## Records for this task
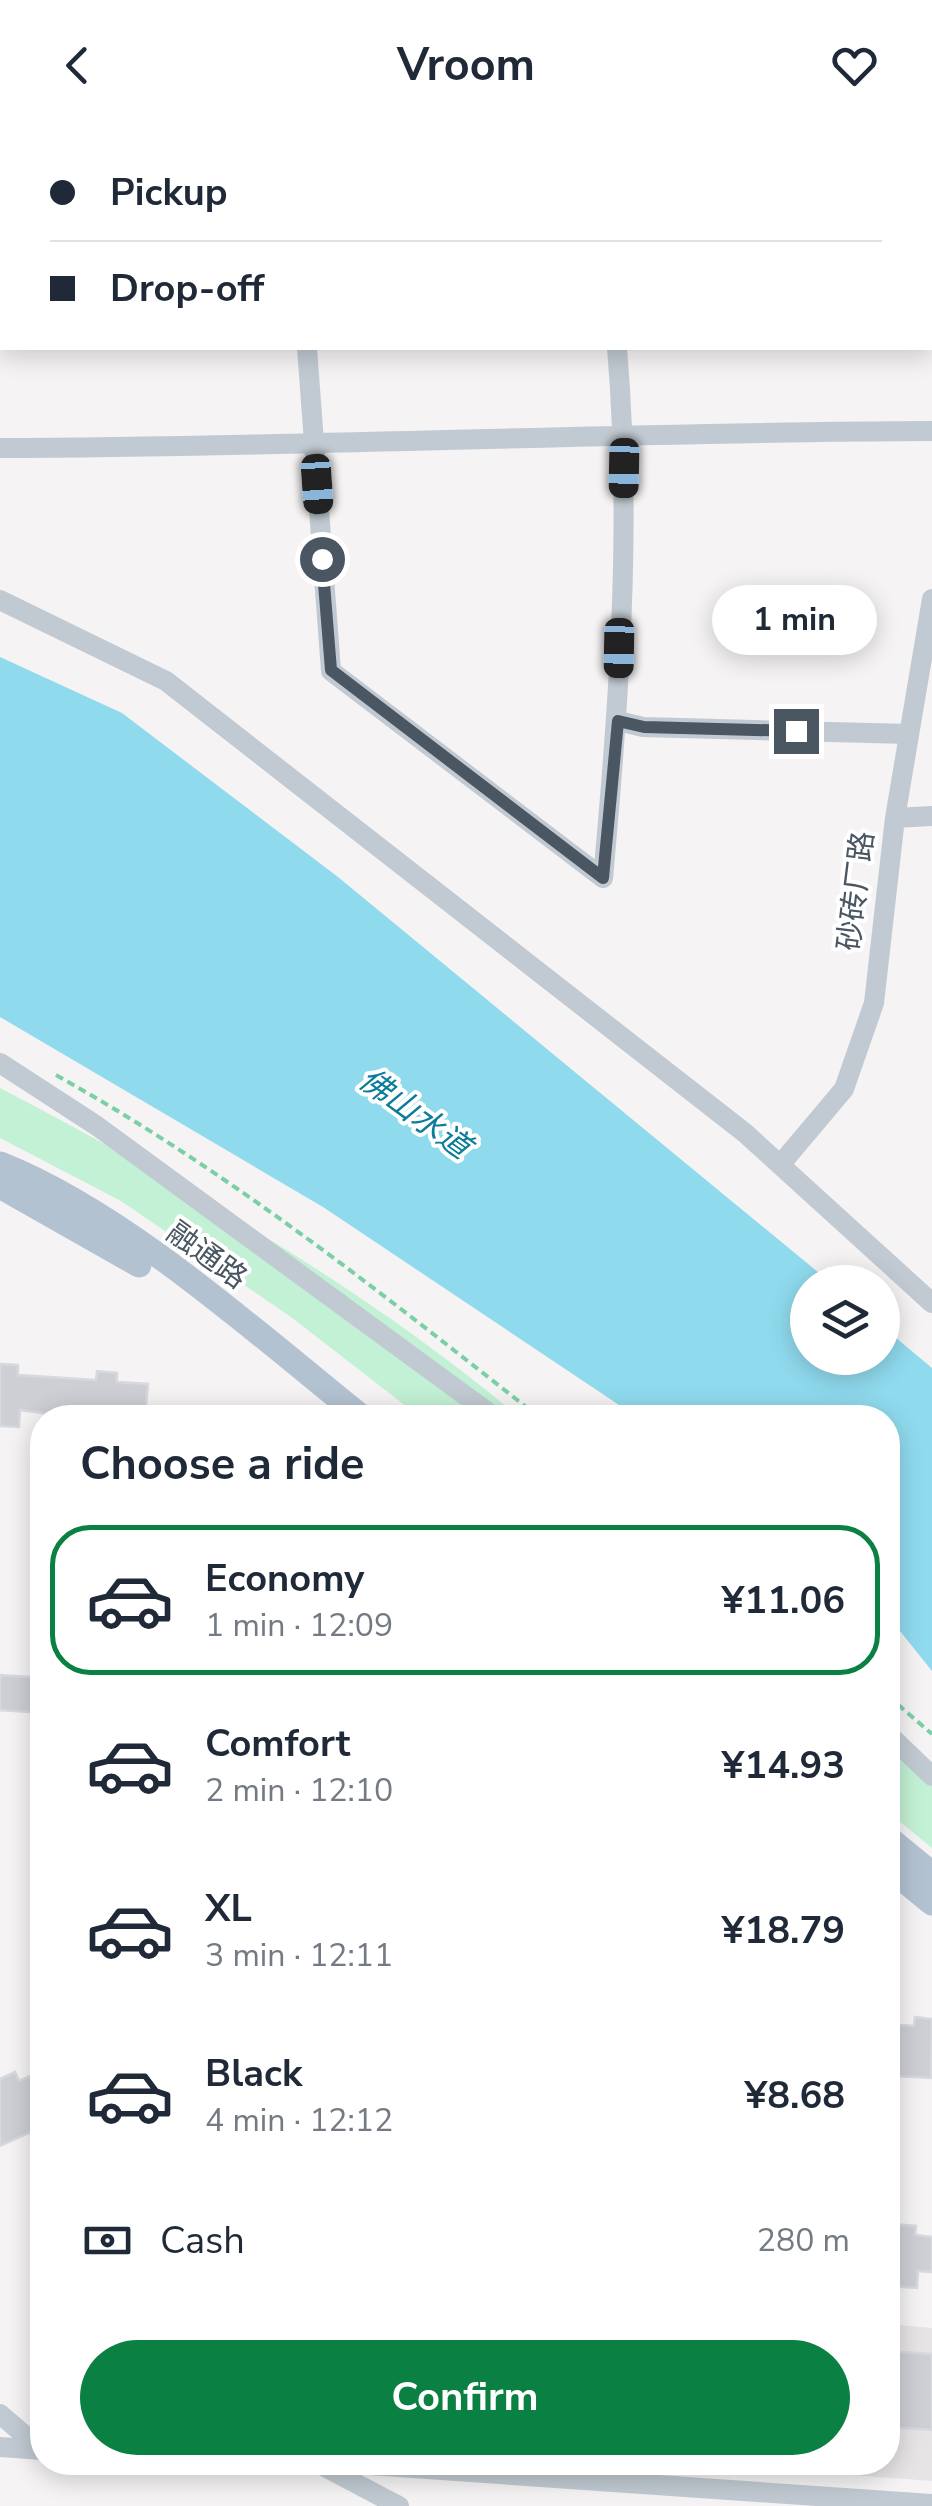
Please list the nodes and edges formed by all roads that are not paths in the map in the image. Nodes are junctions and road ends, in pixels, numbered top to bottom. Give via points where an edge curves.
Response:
* * *
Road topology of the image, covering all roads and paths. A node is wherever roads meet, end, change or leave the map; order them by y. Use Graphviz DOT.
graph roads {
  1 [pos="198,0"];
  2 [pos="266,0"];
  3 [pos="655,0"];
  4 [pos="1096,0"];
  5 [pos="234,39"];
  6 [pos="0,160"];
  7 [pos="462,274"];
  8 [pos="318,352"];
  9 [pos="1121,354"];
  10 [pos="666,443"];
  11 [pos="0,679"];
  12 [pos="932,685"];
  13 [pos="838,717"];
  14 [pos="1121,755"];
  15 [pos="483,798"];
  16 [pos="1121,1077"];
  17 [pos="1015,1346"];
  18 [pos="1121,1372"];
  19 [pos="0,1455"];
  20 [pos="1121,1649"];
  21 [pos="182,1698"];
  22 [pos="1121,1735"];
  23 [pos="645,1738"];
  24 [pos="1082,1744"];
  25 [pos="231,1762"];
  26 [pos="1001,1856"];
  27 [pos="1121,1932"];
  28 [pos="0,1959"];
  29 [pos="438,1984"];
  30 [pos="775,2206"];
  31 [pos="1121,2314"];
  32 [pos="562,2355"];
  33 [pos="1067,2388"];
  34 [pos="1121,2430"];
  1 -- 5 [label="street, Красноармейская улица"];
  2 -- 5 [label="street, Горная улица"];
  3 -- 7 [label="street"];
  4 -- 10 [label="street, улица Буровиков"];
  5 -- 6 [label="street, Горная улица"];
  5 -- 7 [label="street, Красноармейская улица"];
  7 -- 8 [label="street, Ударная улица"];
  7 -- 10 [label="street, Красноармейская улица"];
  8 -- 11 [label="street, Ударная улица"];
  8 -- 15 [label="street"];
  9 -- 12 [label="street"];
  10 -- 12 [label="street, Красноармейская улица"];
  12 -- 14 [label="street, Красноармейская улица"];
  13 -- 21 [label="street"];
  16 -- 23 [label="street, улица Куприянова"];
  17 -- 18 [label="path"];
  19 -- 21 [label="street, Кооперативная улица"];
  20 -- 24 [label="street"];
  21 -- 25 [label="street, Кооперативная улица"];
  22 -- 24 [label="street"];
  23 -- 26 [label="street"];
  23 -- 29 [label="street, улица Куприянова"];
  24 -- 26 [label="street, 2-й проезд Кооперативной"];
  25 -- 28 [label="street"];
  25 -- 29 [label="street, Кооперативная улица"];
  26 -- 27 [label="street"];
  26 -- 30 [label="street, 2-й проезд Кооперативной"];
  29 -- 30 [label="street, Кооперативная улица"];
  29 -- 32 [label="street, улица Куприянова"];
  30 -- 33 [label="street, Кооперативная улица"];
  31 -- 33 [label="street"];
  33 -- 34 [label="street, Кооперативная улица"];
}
...
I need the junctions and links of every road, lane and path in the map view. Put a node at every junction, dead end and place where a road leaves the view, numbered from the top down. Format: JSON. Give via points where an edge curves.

## Exercise objective
Collect the complete line wherever the string "points" appears in the records.

## Written answer
Please list the nodes and edges formed by all roads that are not paths in the map in the image. Nodes are junctions and road ends, in pixels, numbered top to bottom. Give via points where an edge curves.
I need the junctions and links of every road, lane and path in the map view. Put a node at every junction, dead end and place where a road leaves the view, numbered from the top down. Format: JSON. Give via points where an edge curves.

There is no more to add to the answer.